L’adaptation des services aux personnes dépendantes

Dans cette section sont abordées les questions touchant aux transformations des services publics en lien avec un nombre croissant de personnes dépendantes.

Comme le soulignent Jean-Pierre Lavoie et Nancy Guberman, à l’instar de plusieurs modèles de fourniture des services aux personnes dans le monde, la politique québécoise mise beaucoup sur un partenariat entre l’État et la famille pour dispenser les soins aux personnes. Toutefois, les attentes implicites entretenues par les intervenants professionnels et les proches aidants quant à leurs rôles respectifs peuvent diverger de façon significatives, et créer des tensions dans leurs rapports.

Le texte d’Elise Finielz et Françoise Piotet se penche sur la difficile opérationnalisation de la notion de fragilité par la CNAV dans le cadre d’une politique de prévention de la dépendance. En effet, cette politique manque partiellement sa cible, soit les personnes « socialement fragiles », en raison de difficultés d’évaluation d’une situation complexe à l’aide d’outils administratifs conçus dans d’autres contextes que l’aide à domicile, de difficultés d’accès des populations les plus fragiles aux services sociaux et de l’inadéquation des services proposées aux demandes de ces personnes âgées.

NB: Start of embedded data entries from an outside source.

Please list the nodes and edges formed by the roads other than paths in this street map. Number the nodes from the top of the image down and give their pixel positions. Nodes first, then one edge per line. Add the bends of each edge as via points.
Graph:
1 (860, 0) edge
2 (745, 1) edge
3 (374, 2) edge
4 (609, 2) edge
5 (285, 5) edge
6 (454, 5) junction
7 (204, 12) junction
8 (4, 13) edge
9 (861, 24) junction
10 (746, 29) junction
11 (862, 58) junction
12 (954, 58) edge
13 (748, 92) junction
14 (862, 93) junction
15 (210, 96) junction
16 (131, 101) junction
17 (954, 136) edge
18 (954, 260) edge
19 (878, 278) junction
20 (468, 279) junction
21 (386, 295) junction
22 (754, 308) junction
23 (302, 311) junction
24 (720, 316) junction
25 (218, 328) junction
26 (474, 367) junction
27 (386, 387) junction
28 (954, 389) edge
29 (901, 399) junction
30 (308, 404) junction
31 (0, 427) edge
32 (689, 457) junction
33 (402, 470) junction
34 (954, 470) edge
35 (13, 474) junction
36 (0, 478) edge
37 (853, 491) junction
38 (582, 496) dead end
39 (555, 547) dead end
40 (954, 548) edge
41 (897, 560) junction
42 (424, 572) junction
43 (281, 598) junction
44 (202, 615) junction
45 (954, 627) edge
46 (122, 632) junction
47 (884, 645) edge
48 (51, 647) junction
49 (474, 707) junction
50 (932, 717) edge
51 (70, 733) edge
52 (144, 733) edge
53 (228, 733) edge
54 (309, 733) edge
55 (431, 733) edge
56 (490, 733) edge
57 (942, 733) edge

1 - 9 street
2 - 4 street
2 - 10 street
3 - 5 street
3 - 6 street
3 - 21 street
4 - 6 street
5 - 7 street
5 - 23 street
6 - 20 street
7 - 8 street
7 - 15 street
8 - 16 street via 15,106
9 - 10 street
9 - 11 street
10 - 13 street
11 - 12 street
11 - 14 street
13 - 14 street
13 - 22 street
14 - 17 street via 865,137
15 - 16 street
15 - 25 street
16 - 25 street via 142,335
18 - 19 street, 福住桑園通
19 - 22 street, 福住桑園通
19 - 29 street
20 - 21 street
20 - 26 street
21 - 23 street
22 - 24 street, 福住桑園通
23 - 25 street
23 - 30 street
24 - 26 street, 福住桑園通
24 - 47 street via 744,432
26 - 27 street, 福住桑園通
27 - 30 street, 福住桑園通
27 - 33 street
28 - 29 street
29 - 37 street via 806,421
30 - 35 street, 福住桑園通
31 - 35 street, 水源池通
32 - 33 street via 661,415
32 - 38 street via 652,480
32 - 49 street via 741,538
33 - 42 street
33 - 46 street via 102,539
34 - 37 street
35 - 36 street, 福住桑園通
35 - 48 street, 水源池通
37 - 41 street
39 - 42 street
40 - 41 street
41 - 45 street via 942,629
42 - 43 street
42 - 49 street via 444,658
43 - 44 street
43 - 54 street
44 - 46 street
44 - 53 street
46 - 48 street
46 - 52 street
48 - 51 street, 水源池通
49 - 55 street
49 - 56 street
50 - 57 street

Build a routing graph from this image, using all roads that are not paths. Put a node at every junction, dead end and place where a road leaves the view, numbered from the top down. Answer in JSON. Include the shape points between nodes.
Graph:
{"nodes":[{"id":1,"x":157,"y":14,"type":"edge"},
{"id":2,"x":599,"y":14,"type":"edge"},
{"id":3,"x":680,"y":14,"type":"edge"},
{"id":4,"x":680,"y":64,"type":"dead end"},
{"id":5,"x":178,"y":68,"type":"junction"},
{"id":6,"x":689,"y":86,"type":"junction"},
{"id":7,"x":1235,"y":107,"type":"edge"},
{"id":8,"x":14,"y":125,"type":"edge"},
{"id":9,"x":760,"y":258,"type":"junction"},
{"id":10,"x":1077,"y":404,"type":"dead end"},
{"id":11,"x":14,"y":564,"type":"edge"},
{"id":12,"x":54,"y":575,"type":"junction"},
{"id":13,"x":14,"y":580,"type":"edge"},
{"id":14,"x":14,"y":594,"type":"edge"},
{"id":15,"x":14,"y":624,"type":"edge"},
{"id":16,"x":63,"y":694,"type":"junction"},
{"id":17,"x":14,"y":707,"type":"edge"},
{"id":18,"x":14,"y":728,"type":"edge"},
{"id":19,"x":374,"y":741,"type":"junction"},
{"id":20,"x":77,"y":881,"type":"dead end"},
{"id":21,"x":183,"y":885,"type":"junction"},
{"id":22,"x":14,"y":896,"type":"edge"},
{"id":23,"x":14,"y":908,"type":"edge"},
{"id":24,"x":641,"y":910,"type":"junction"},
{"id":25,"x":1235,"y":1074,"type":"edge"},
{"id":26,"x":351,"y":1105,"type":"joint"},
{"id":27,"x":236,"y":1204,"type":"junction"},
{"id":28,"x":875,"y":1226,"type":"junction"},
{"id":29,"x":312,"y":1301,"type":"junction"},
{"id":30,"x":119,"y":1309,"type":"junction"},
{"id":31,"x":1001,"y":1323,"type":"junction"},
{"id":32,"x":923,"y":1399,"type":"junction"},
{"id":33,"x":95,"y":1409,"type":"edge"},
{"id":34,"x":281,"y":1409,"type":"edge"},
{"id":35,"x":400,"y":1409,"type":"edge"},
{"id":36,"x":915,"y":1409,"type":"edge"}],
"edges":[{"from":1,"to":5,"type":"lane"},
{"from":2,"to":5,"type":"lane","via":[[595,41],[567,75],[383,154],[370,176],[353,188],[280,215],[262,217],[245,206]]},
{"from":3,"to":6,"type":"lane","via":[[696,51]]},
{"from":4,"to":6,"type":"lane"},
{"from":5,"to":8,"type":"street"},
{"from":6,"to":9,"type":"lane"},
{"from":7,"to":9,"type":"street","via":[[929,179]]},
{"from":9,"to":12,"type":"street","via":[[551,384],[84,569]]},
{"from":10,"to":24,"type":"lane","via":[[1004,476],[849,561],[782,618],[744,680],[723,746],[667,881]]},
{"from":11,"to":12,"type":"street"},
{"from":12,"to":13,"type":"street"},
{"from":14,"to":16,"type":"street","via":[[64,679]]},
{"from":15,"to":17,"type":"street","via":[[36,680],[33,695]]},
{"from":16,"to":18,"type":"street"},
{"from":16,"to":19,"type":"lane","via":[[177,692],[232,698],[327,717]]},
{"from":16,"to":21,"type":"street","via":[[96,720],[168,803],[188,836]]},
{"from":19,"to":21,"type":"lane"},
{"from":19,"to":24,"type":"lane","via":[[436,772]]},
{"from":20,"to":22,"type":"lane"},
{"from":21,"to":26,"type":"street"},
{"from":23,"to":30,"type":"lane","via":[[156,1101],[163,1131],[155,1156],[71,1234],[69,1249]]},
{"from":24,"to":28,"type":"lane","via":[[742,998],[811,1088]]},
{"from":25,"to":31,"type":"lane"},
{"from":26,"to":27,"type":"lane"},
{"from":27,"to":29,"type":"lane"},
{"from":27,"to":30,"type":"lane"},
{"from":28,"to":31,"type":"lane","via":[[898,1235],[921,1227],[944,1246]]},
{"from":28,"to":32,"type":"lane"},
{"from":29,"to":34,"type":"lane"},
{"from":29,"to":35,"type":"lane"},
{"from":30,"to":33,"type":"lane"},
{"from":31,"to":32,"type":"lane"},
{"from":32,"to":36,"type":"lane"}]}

L’article d’Yves Couturier et de ses collaborateurs, enfin, indique certaines difficultés liées à l’adoption de modèles d’organisation des soins et des services de santé aux personnes en perte d’autonomie dans un autre contexte national. Plusieurs pays sont confrontés au problème du vieillissement démographique et de l’adaptation des services à une clientèle en perte d’autonomie requérant des soins et services complexes. Toutefois l’adoption en France d’un modèle d’intégration des services aux personnes âgées en perte d’autonomie ayant connu un excellent succès au Québec, pose des défis de taille. Effectivement, Couturier et al. montrent que la réceptivité des milieux d’accueil est entravée par des logiques d’action publique différentes de celle du milieu d’origine.

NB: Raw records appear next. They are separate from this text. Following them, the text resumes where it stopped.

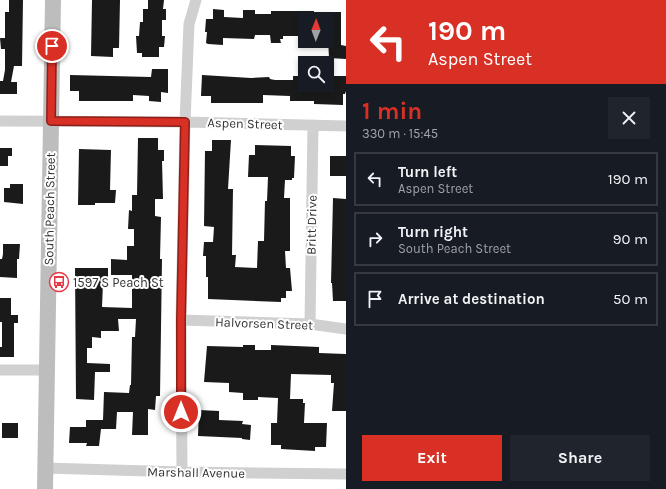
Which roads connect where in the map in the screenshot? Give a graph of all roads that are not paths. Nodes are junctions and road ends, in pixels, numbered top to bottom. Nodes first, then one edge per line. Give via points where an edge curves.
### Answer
1 (53, 0) edge
2 (196, 0) edge
3 (0, 121) edge
4 (51, 121) junction
5 (185, 122) junction
6 (313, 125) junction
7 (346, 126) edge
8 (181, 320) junction
9 (310, 324) junction
10 (346, 329) edge
11 (0, 370) edge
12 (46, 370) junction
13 (45, 468) junction
14 (182, 472) junction
15 (346, 474) edge
16 (45, 489) edge

1 - 4 street, South Peach Street
2 - 5 street via 189,29
3 - 4 street, Aspen Street
4 - 5 street, Aspen Street
4 - 12 street, South Peach Street
5 - 6 street, Aspen Street
5 - 8 street
6 - 7 street, Aspen Street
6 - 9 street, Britt Drive
8 - 9 street, Halvorsen Street
8 - 14 street
9 - 10 street, Halvorsen Street
11 - 12 street
12 - 13 street, South Peach Street
13 - 14 street, Marshall Avenue
13 - 16 street, South Peach Street
14 - 15 street, Marshall Avenue

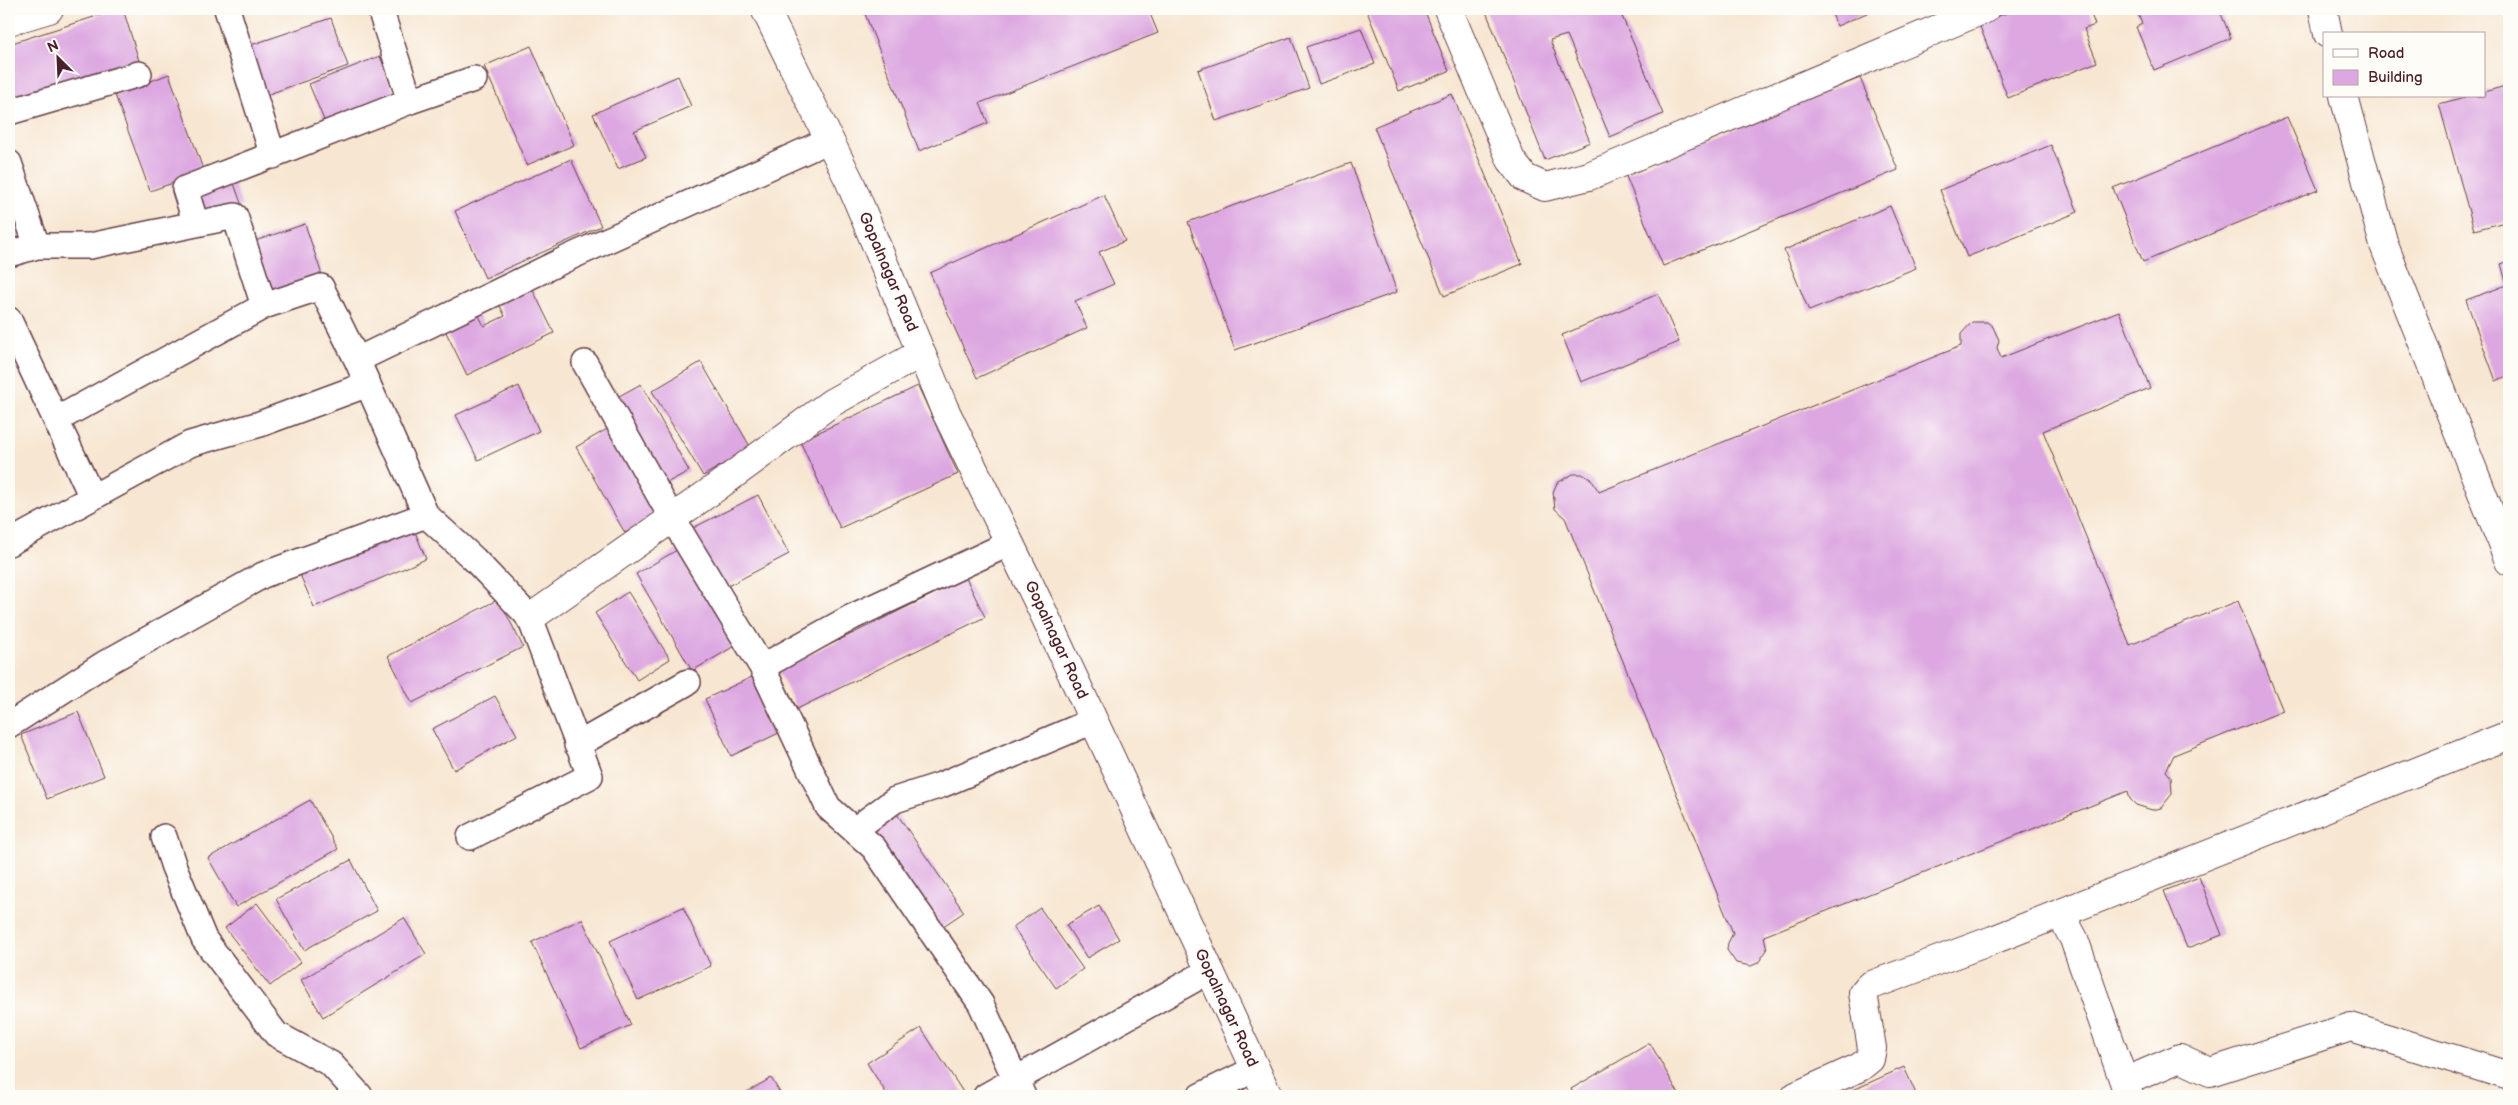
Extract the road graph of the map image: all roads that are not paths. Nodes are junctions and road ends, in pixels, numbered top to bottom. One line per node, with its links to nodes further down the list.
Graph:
1 (49, 9): 8 (street)
2 (227, 9): 16 (lane)
3 (380, 9): 13 (lane)
4 (765, 9): 15 (street, Gopalnagar Road)
5 (1448, 9): 6 (street)
6 (1985, 9)
7 (2322, 9): 9 (street)
8 (9, 21)
9 (2328, 32)
10 (139, 74): 14 (lane)
11 (474, 79): 13 (lane)
12 (2345, 98): 33 (street)
13 (410, 101): 16 (lane)
14 (9, 112)
15 (830, 140): 23 (street, Gopalnagar Road); 24 (lane)
16 (273, 156): 18 (lane)
17 (9, 163): 19 (lane)
18 (196, 224): 19 (lane); 21 (lane)
19 (37, 246): 20 (lane)
20 (9, 254)
21 (264, 306): 24 (lane); 27 (lane)
22 (9, 320): 27 (lane)
23 (921, 353): 30 (street); 32 (street, Gopalnagar Road)
24 (357, 360): 26 (lane)
25 (585, 363): 30 (lane)
26 (368, 384): 28 (lane); 29 (lane)
27 (56, 420): 28 (lane)
28 (92, 497): 31 (lane)
29 (426, 515): 34 (lane); 38 (lane)
30 (672, 518): 34 (street); 35 (lane)
31 (9, 543)
32 (1010, 543): 35 (lane); 37 (street, Gopalnagar Road)
33 (2509, 561)
34 (530, 618): 40 (lane)
35 (762, 667): 41 (lane)
36 (688, 682): 40 (lane)
37 (1093, 721): 41 (lane); 45 (street, Gopalnagar Road)
38 (9, 725)
39 (2509, 735): 44 (street)
40 (577, 745): 43 (lane)
41 (854, 830): 48 (lane)
42 (164, 836): 50 (lane)
43 (470, 837)
44 (2060, 913): 49 (street); 54 (street)
45 (1209, 971): 46 (street, Gopalnagar Road); 48 (lane)
46 (1255, 1069): 52 (lane); 53 (street, Gopalnagar Road)
47 (2507, 1078): 49 (street)
48 (1020, 1088): 51 (lane)
49 (2126, 1089)
50 (360, 1096)
51 (986, 1096)
52 (1200, 1096)
53 (1268, 1096)
54 (1796, 1096)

Ainsi, plutôt que de décrire le vieillissement uniquement comme un problème ou un défi social, au niveau tant individuel que collectif, ou de prendre le contrepied de cette représentation commune, en y voyant au contraire une opportunité, ce numéro de Lien social et Politiques invite à en penser la complexité, en faisant apparaître la grande diversité des vieillissements, et de leurs prises en charge, qu’elles soient opérées par les individus vieillissants, par des professionnels ou par les autorités publiques. Les différents articles ici rassemblés permettent en effet de penser les formes modernes que prend l’ambivalence du vieillir, aux différentes échelles sociales où il est analysé, et de dépasser la vision pessimiste qui prévaut dans les représentations sociales.